What is needed: Only lines holding "Transcribe" are needed; copy each of them from the data below.

[Record excerpts Boundary: Start]

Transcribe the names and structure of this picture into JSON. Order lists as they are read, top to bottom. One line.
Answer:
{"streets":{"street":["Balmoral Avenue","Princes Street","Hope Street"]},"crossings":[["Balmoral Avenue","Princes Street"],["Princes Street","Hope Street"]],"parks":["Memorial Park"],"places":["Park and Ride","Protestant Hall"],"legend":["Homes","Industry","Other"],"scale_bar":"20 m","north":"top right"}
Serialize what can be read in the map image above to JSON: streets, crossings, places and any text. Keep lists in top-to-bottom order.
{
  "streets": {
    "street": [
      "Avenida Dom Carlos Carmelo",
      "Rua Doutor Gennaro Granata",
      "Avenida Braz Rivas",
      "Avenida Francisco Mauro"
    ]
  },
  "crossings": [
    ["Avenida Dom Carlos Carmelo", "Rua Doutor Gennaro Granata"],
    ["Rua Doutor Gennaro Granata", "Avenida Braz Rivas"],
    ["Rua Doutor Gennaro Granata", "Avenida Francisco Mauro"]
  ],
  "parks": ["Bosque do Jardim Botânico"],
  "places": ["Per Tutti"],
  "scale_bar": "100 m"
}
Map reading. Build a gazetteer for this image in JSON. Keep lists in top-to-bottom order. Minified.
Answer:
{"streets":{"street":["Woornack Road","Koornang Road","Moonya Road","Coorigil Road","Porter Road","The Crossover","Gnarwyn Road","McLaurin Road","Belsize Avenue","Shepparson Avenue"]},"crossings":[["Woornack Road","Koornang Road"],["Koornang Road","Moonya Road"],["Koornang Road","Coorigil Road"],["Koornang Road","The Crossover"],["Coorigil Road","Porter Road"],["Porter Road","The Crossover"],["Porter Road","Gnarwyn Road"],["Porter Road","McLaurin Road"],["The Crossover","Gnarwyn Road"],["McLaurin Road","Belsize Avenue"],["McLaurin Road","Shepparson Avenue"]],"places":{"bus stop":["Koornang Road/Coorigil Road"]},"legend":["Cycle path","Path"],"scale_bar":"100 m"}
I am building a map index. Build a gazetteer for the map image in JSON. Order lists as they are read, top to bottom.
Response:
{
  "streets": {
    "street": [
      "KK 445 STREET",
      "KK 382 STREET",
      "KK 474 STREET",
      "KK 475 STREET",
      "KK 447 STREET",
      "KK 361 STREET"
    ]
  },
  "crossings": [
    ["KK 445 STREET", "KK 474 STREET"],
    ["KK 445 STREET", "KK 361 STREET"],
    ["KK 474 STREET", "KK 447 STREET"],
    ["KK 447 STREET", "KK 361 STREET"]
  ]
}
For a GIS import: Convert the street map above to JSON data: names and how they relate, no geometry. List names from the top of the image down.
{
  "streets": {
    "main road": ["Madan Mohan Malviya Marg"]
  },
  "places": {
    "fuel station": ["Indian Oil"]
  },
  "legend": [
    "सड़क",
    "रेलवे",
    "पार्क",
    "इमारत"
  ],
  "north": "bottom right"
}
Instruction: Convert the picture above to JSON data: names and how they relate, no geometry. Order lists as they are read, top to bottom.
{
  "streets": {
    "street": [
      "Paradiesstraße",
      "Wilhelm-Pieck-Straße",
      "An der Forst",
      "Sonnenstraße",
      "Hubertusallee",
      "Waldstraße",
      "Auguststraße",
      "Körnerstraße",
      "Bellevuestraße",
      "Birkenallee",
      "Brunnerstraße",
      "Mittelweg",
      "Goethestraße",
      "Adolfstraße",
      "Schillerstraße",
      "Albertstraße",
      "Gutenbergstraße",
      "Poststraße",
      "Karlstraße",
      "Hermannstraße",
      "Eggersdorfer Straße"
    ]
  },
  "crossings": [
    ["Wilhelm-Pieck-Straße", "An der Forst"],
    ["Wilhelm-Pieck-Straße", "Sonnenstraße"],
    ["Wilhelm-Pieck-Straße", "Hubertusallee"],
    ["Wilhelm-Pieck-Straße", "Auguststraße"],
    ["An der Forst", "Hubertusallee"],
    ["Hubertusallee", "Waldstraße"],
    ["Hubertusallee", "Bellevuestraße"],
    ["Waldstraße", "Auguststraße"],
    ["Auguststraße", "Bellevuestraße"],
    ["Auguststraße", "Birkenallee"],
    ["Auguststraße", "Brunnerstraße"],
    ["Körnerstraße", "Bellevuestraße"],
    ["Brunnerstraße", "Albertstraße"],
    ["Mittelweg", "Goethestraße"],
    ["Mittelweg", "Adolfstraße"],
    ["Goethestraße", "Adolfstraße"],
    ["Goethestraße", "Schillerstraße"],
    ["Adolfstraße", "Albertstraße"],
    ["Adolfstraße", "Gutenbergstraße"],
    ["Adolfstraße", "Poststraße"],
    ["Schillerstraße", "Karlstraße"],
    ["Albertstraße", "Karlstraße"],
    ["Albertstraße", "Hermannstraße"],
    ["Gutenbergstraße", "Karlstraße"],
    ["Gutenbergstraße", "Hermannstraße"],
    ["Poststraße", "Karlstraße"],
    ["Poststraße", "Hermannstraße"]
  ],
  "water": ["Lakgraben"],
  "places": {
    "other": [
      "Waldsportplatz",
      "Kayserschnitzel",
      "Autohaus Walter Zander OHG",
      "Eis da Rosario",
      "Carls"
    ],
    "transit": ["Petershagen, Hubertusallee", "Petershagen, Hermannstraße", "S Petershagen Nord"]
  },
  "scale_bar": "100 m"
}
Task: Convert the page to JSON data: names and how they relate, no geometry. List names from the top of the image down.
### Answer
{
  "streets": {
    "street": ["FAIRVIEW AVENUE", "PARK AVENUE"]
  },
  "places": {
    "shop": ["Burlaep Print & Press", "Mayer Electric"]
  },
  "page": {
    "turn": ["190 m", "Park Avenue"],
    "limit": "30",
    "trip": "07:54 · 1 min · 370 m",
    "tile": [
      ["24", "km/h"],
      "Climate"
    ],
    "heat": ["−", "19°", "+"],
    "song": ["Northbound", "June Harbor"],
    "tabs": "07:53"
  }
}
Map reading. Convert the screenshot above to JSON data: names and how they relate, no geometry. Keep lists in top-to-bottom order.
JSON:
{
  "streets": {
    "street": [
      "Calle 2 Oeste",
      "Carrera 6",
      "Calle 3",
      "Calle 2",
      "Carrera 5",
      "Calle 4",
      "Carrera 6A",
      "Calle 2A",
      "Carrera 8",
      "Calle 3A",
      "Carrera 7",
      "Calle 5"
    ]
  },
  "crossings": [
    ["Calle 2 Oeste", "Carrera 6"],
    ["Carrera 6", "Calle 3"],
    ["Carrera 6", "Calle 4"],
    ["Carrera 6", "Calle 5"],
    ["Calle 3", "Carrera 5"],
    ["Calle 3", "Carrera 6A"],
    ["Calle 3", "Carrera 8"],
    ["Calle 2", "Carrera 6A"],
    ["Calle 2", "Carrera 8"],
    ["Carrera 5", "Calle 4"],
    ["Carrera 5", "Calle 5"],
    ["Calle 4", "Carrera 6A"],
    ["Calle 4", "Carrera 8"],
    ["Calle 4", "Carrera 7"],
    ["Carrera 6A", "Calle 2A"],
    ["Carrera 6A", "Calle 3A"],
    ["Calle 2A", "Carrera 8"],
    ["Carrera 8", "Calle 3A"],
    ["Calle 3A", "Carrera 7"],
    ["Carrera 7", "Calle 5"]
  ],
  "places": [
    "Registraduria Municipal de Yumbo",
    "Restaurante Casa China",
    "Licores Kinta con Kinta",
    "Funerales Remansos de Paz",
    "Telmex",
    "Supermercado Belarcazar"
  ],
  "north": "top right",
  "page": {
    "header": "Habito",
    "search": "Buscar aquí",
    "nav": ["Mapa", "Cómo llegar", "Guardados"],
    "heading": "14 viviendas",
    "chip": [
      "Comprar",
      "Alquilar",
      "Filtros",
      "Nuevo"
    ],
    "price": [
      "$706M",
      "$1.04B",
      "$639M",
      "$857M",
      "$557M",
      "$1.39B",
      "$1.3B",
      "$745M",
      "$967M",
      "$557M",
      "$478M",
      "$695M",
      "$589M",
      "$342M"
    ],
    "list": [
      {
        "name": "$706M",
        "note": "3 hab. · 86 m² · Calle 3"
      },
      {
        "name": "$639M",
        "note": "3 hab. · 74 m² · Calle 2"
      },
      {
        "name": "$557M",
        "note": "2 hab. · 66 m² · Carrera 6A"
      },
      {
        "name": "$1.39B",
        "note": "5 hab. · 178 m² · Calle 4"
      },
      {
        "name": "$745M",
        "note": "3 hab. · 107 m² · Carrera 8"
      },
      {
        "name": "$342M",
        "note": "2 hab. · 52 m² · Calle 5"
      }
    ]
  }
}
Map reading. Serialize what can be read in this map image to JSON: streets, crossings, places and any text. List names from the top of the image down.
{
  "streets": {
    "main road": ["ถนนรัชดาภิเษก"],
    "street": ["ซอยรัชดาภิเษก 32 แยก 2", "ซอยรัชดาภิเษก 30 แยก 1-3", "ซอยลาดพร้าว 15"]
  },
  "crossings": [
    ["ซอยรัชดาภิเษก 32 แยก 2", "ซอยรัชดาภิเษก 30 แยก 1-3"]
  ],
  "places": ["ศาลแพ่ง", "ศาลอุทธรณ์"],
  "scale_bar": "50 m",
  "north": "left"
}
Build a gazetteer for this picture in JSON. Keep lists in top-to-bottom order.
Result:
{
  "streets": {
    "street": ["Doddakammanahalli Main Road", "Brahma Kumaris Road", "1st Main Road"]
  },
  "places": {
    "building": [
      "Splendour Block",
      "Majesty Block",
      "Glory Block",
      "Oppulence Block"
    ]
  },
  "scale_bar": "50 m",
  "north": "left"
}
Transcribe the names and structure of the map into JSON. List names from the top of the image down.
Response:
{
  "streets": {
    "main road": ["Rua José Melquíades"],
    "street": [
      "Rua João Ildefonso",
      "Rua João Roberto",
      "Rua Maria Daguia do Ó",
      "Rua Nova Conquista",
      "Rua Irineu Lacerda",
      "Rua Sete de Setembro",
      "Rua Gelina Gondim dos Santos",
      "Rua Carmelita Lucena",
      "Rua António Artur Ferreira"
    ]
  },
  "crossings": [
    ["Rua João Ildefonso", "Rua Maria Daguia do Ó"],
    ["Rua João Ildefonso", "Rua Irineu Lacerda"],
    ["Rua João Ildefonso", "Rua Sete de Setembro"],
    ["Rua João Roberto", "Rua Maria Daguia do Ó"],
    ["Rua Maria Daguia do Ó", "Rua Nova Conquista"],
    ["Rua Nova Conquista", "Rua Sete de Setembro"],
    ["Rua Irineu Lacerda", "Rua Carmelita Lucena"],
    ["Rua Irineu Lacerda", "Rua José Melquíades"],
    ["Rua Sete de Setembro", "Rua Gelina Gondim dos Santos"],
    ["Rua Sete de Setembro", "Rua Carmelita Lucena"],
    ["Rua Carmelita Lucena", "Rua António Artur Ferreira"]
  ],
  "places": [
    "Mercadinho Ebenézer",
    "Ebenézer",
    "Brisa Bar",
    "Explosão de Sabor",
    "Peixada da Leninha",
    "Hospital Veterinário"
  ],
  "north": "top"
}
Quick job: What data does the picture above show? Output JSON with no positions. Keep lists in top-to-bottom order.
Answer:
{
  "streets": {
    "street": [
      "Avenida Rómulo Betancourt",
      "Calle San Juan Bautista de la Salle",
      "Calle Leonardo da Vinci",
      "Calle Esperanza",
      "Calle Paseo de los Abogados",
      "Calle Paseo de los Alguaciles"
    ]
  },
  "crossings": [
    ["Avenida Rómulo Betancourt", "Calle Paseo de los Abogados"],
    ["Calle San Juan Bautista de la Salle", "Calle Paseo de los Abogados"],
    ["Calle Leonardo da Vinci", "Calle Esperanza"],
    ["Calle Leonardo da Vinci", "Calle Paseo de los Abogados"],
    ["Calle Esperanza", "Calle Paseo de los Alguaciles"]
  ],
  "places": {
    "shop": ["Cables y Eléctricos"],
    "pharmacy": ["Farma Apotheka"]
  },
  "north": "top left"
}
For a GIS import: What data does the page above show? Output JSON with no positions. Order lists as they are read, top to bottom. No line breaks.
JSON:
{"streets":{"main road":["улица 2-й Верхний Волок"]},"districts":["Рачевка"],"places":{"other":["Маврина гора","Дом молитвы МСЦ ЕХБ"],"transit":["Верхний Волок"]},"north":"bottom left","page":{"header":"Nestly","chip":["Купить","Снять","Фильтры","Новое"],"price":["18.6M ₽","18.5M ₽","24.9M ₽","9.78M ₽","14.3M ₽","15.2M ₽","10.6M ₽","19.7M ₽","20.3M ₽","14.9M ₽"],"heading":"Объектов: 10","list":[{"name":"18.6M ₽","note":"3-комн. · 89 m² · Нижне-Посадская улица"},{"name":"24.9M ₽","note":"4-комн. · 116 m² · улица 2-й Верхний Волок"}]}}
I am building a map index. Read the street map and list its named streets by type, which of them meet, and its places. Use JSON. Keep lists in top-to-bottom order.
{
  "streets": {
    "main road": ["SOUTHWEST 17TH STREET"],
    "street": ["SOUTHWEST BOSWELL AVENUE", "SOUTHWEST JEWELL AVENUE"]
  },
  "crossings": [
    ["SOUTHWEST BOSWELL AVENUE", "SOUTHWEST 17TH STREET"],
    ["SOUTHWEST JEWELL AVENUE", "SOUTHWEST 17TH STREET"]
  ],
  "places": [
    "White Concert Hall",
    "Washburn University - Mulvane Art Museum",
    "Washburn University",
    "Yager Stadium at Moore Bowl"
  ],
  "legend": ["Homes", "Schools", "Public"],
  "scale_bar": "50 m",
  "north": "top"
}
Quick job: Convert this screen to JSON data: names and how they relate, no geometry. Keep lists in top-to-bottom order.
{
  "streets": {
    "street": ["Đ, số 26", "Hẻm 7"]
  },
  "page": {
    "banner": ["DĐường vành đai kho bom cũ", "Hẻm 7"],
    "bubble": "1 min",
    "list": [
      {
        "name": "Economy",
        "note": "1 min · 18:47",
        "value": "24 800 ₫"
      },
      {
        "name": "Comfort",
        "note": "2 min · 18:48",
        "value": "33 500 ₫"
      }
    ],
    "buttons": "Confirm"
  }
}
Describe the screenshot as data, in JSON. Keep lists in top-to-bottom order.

[Record excerpts Boundary: End]

Task response:
Transcribe the names and structure of this picture into JSON. Order lists as they are read, top to bottom. One line.
Transcribe the names and structure of the map into JSON. List names from the top of the image down.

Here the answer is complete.